Após passarem décadas em uma prisão emocional e existencial no rótulo heterossexual, pais e mães finalmente encontraram o seu lugar “além do arco-íris”

Por TEXTO Kalel Adolfo ILUSTRAÇÕES Catarina Moura
10 jun 2022, 09h19

Não é espantoso que, em pleno 2022, ainda nos cobrem qualquer espécie de “prestar contas” para amar quem quisermos? Usar o verbo “assumir” para falar de sexualidade é old-school demais, mas infelizmente as dificuldades que acompanham a decisão de contar para o mundo nossa real identidade ainda não foram ultrapassadas. Primeiro, passamos por um intenso período de autoaceitação. Depois, precisamos conter a ansiedade para descobrir como os outros irão reagir à notícia. Simplesmente não há como saber o que irá nos acontecer quando revelamos que somos parte da comunidade LGBTQIA+, e isso é assustador.

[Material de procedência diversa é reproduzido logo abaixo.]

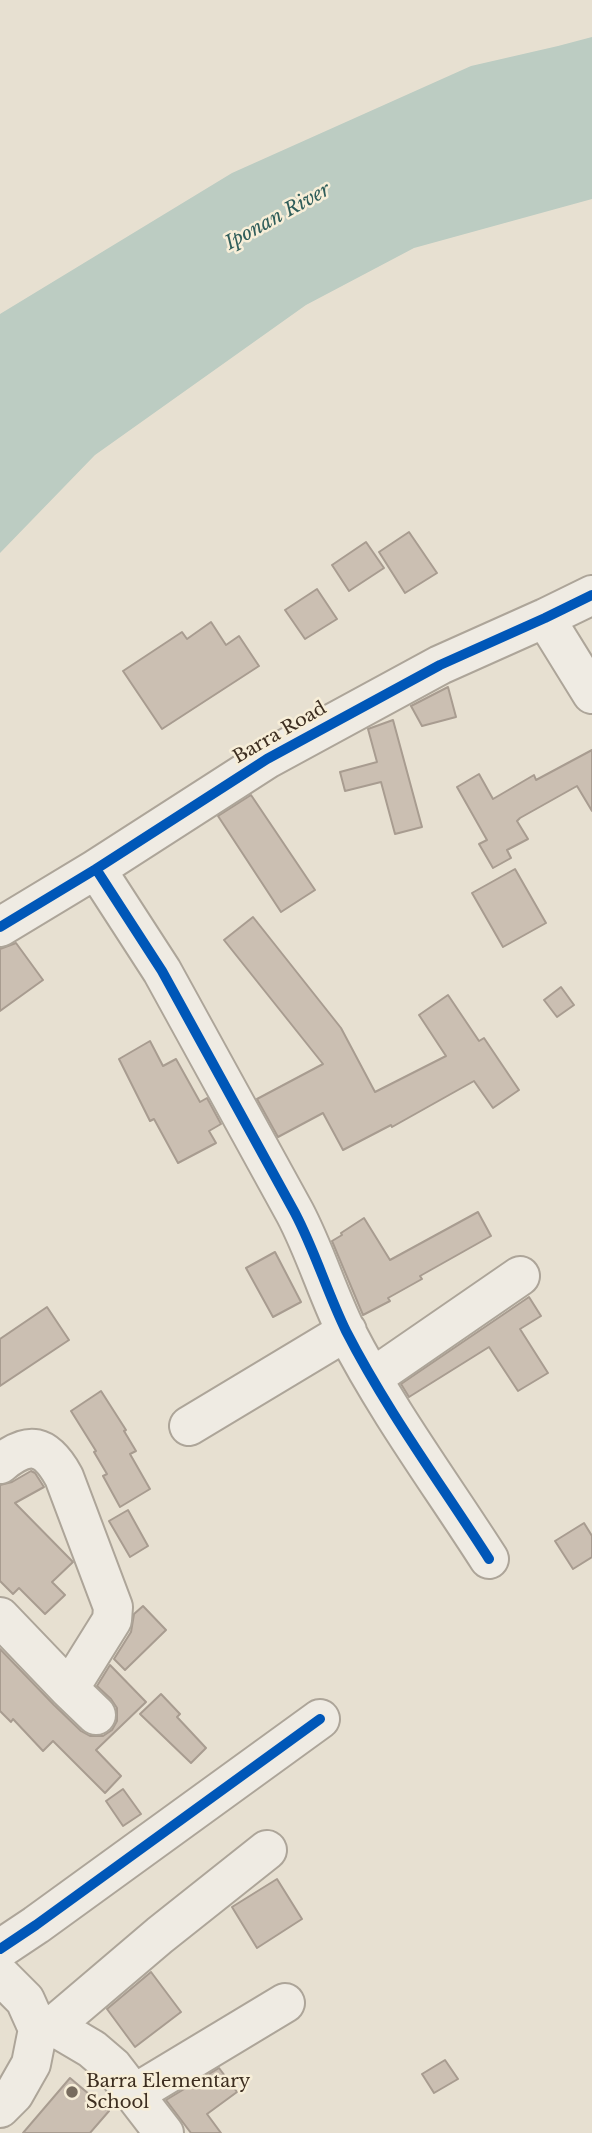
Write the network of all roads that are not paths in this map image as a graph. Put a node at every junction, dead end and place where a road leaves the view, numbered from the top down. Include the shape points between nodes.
1 (592, 595) edge
2 (545, 618) junction
3 (592, 694) edge
4 (96, 869) junction
5 (0, 927) edge
6 (520, 1276) dead end
7 (346, 1331) junction
8 (372, 1378) junction
9 (189, 1426) dead end
10 (0, 1464) edge
11 (489, 1559) dead end
12 (0, 1617) edge
13 (69, 1689) junction
14 (96, 1715) dead end
15 (320, 1719) dead end
16 (267, 1850) dead end
17 (0, 1949) edge
18 (0, 1975) edge
19 (285, 2003) dead end
20 (46, 2027) junction
21 (134, 2094) junction
22 (0, 2108) edge
23 (164, 2133) edge

1 - 2 street, Barra Road
2 - 3 street
2 - 4 street, Barra Road via 440,664 267,759
4 - 5 street, Barra Road
4 - 7 street via 162,971 295,1213
6 - 8 street
7 - 8 street
7 - 9 street
8 - 11 street
10 - 13 street via 31,1447 57,1465 113,1607 112,1620
12 - 13 street
13 - 14 street
15 - 17 street
16 - 20 street
18 - 20 street
19 - 21 street
20 - 21 street via 92,2049
20 - 22 street via 14,2094
21 - 23 street

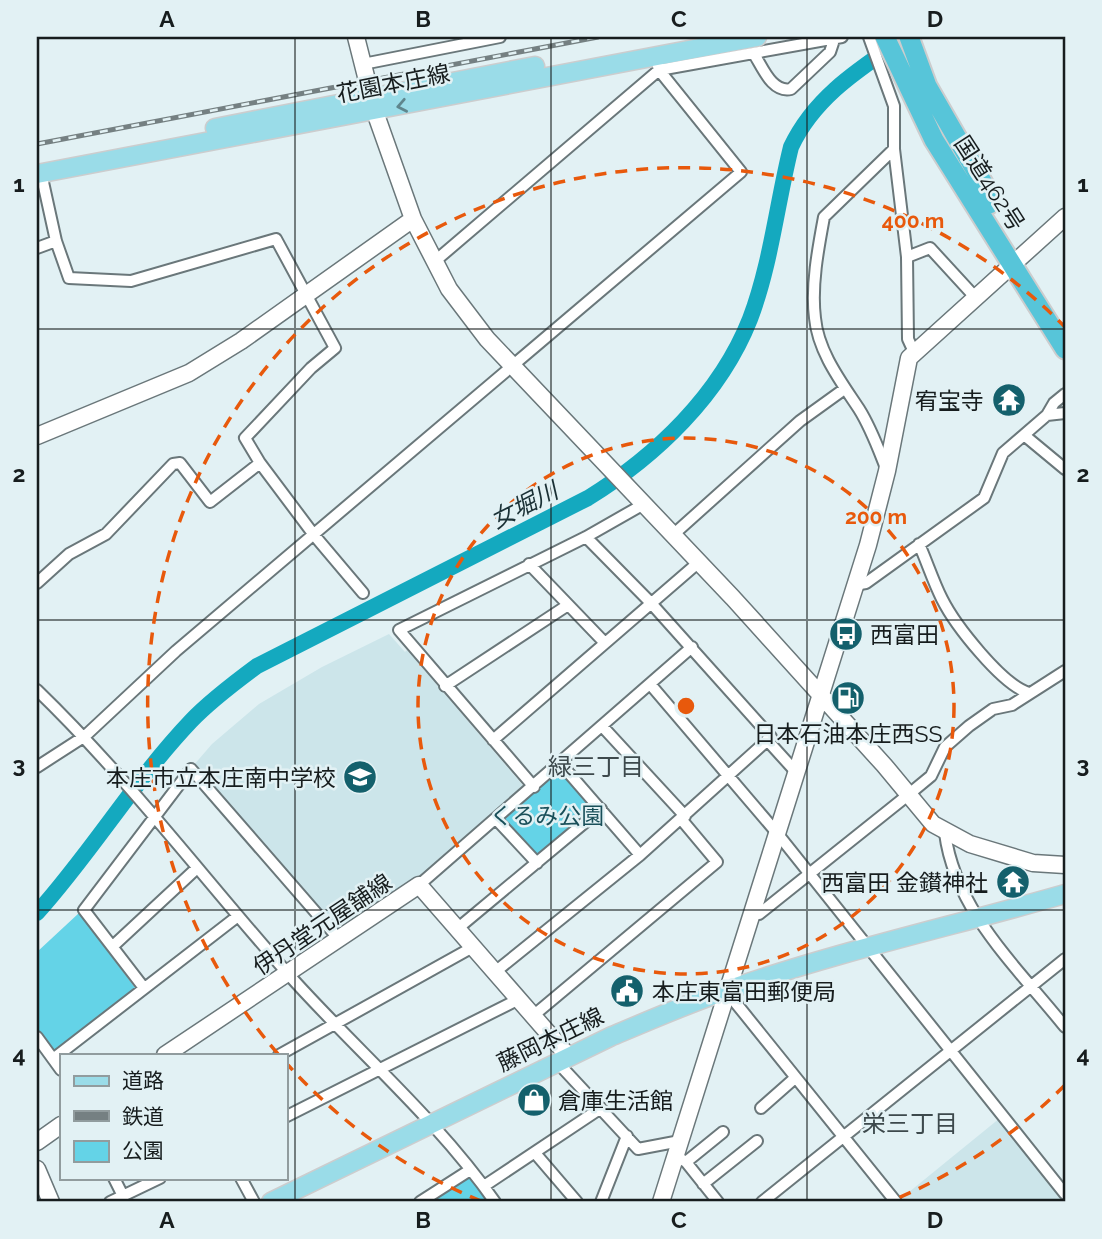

Para quem nasceu em outras gerações, esses medos tendem a ser ainda mais paralisantes. Este é o caso de Priscila, Sandy e Eduardo*: todos tiveram experiências em casamentos heterossexuais – chegaram a ter filhos – e, em silêncio, guardaram seus sentimentos com receio de sofrer retaliações de uma sociedade conservadora. Por um instante, a fantasia até parecia estar dando certo. Contudo, chega um momento em que a alma grita, e é necessário interromper a repressão de anos. A seguir, três histórias inspiradoras sobre pais que foram corajosos o suficiente para quebrar convenções e recomeçar suas trajetórias da maneira mais honesta possível.

Pais LGBT
(Catarina Moura/CLAUDIA)

Longe das tradições

“Eu sempre soube que era gay. Mas nasci em 1949, estou prestes a fazer 73 anos. Naquela época, você não podia se assumir em hipótese alguma. Quem fizesse isso era perseguido, perdia o emprego e até os amigos”, desabafa Eduardo.* Por medo de sofrer retaliações, o engenheiro químico se envolveu com uma garota que, acidentalmente, engravidou. “Foi muito traumático. No século passado, quem engravidasse uma menina era obrigado a casar, não tinha outro jeito. E a mulher também sofria um preconceito terrível, era quase uma morte social. Então, precisei assumir o casamento.”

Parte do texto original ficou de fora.